Young Researchers Workshop: Current trends in kinetic theory

Network modeling and analysis of sea ice permeability

Kyle Steffen

University of Utah


Sea ice is a multiscale composite material, covering about 7% of the Earth's ocean surface, and hosts a rich ecosystem of flora and fauna. Microorganisms living in its porous brine microstructure are exposed to extreme variations in salinity and temperature. Algae, such as the diatom Melosira arctica, secrete gelatinous exopolymeric substances (EPS), which are believed to protect them from their cold, salty environment.
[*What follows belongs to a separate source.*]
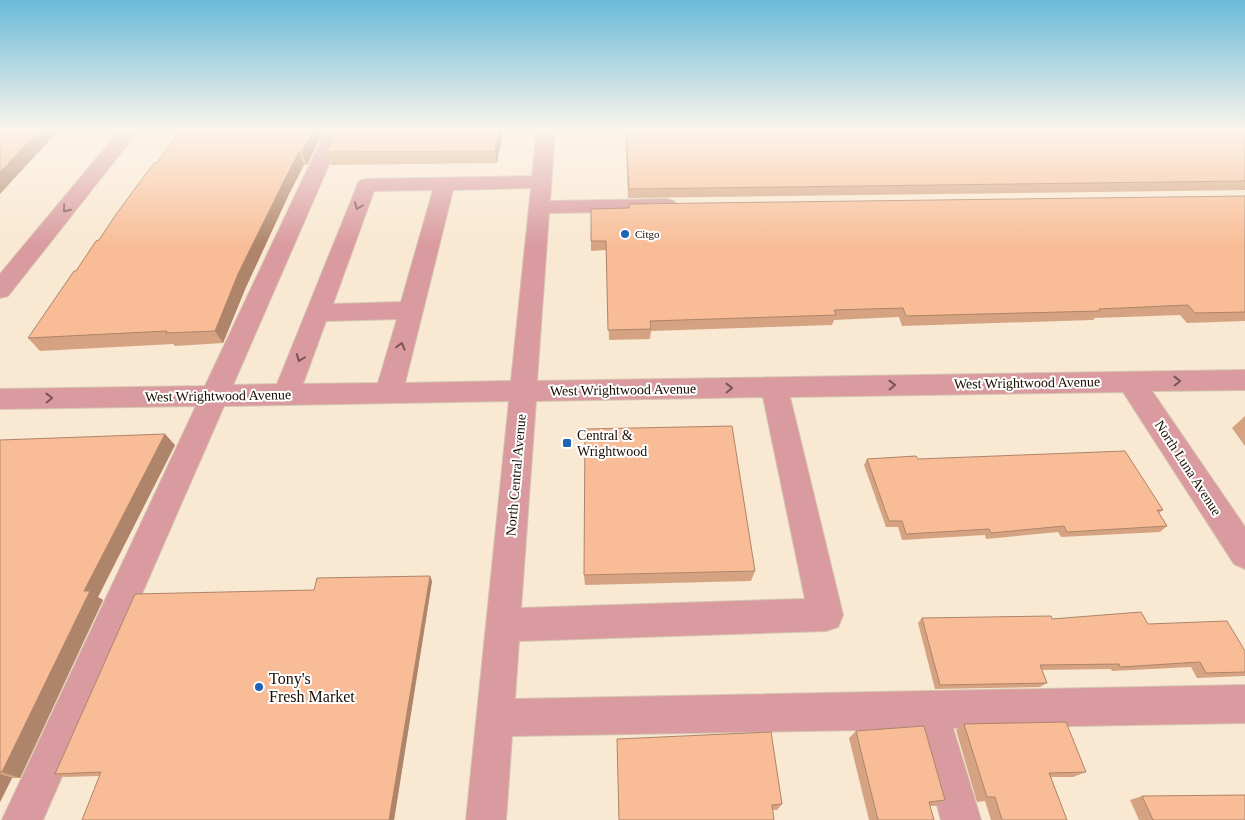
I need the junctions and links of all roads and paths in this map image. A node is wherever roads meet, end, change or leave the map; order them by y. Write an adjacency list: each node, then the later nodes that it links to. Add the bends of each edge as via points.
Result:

Recent experimental work has shown significant changes in the structure and properties of the brine inclusion microstructure with entrained Melosira EPS, including a decrease in fluid permeability. In my talk, I will discuss recent work on a model for the effective fluid permeability of young, EPS-laden sea ice, consisting of a random network of pipes, with cross-sectional areas chosen from a bimodal distribution. This distribution generalizes a classical lognormal distribution describing inclusions in young sea ice without EPS. I will also discuss rigorous anisotropic upper bounds for the effective fluid permeability of porous media, and its application in this context. Lastly, I will discuss future directions, such as tighter, isotropic upper bounds. This talk is based on joint work with Y. Epshteyn, J. Zhu, M. J. Bowler, J. W. Deming, and K. M. Golden.